[EXERCISE INPUTS — start]

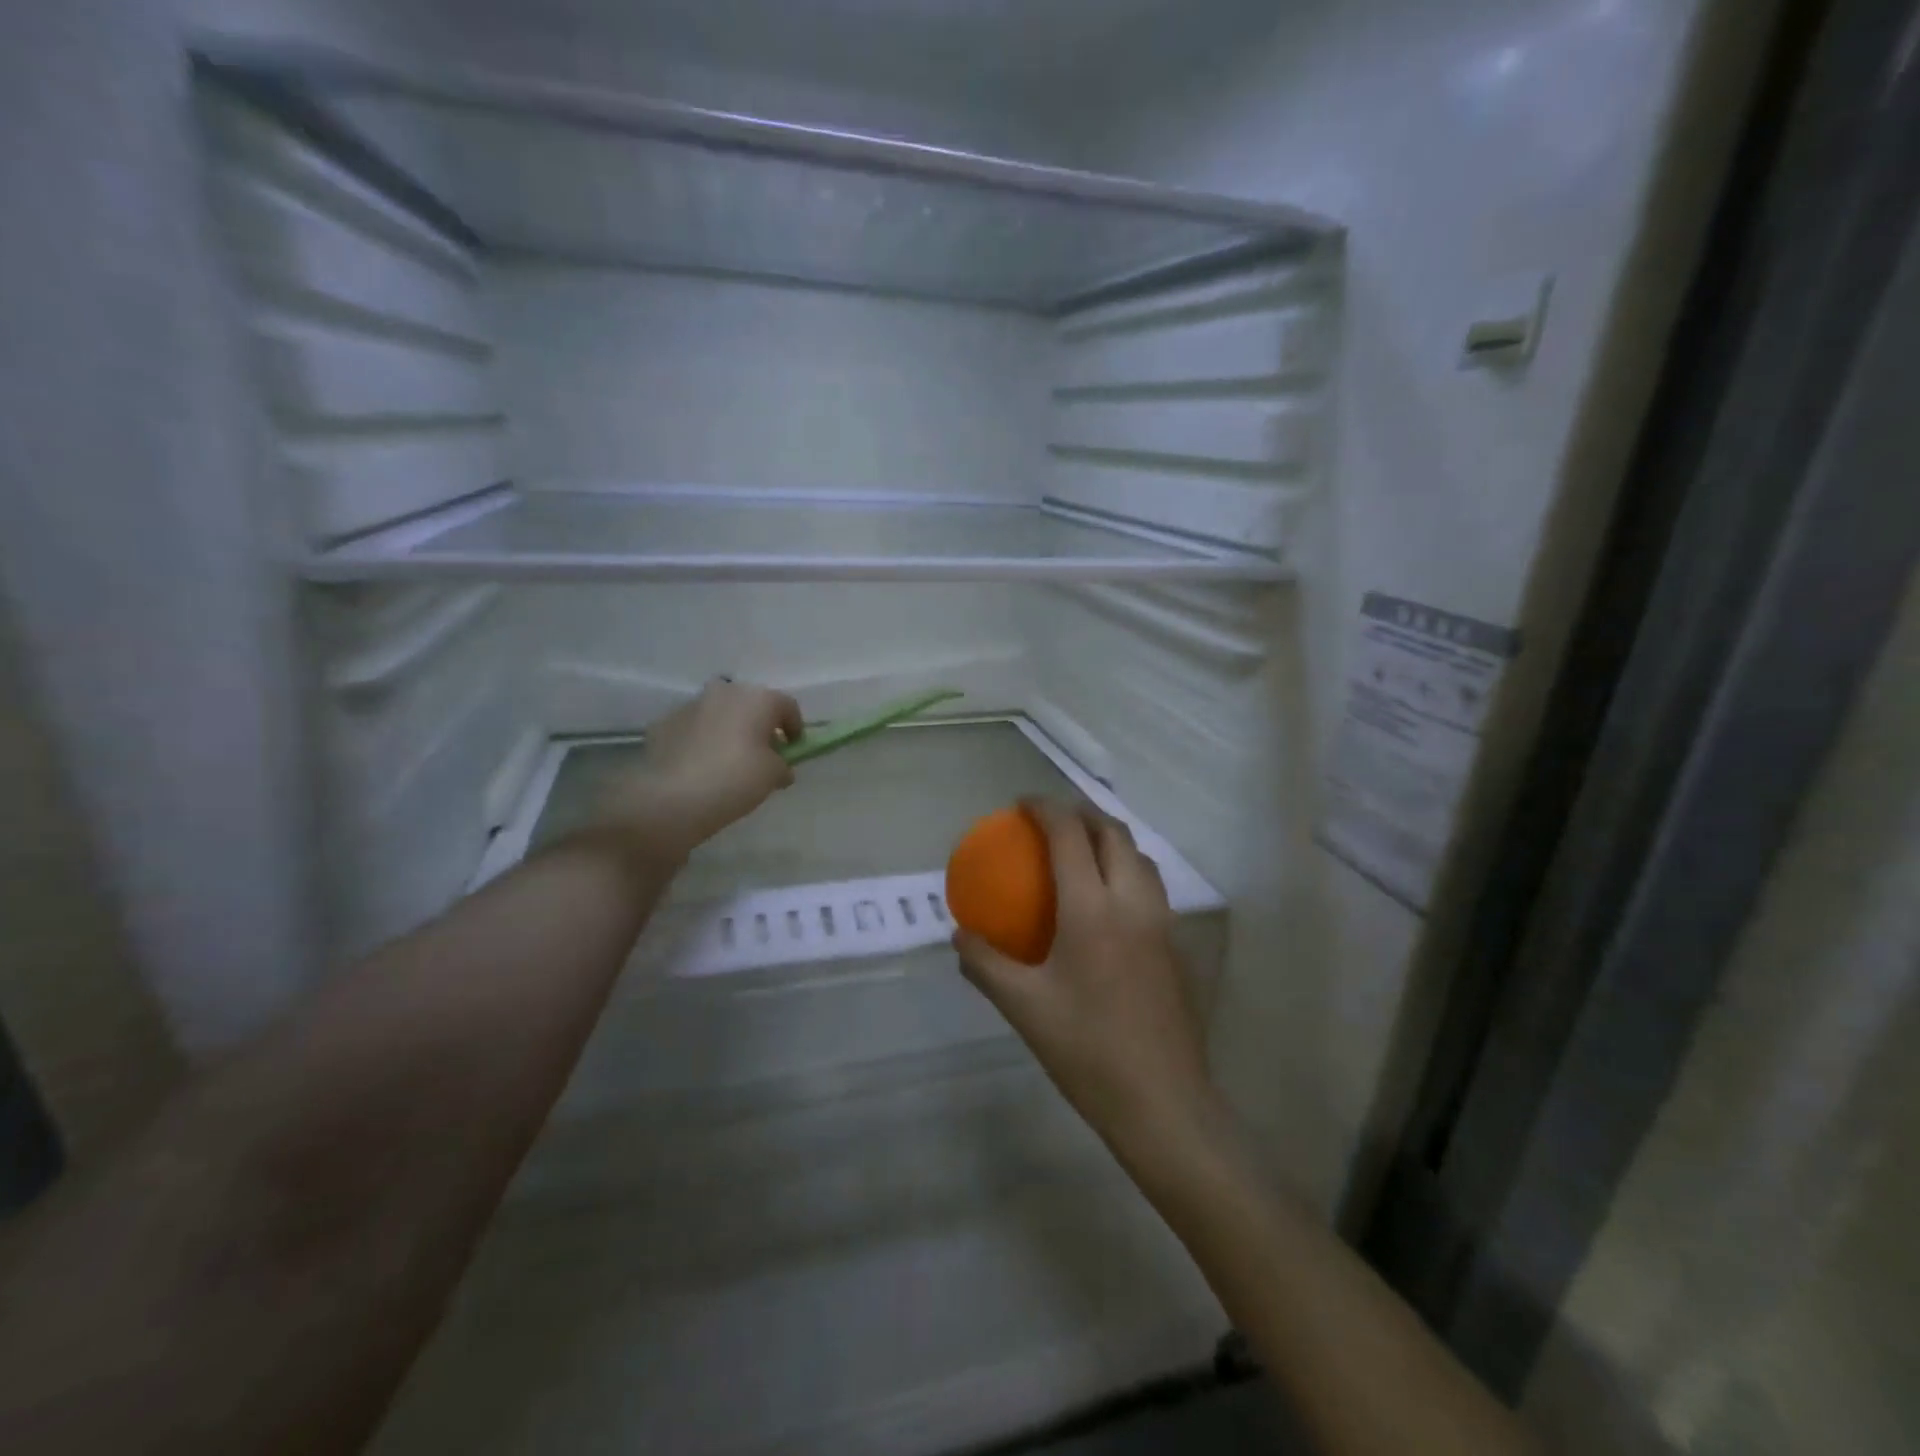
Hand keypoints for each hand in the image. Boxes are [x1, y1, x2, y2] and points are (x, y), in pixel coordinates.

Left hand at [595, 678, 804, 861]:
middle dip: (759, 725)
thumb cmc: (735, 780)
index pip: (787, 707)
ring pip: (719, 713)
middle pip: (750, 704)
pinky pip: (693, 728)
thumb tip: (780, 766)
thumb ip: (782, 765)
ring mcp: (690, 705)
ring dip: (728, 730)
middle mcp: (724, 692)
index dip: (795, 728)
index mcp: (757, 699)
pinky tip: (700, 766)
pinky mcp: (663, 723)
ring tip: (728, 761)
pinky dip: (701, 740)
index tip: (793, 749)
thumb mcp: (773, 776)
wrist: (671, 799)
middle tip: (762, 753)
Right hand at [955, 800, 1219, 1159]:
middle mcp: (1133, 902)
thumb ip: (985, 964)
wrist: (1163, 1102)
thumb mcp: (1023, 1007)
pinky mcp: (1177, 946)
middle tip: (1051, 820)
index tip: (1022, 803)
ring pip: (1140, 857)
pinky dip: (1126, 870)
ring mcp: (1162, 923)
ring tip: (1080, 850)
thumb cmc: (1086, 1050)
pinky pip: (1151, 887)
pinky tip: (1106, 903)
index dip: (1046, 808)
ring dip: (1110, 839)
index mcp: (1092, 908)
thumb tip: (959, 934)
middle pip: (1114, 833)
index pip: (1070, 835)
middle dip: (1082, 813)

[EXERCISE INPUTS — finish]

From the records above, copy every line that holds the word "pinky".

TASK RESPONSE
pinky pip: (693, 728)
pinky tip: (700, 766)
pinky mcp: (663, 723)
pinky dip: (701, 740)
pinky mcp: (1177, 946)
pinky dip: (1126, 870)
pinky pip: (1151, 887)
pinky tip: (1106, 903)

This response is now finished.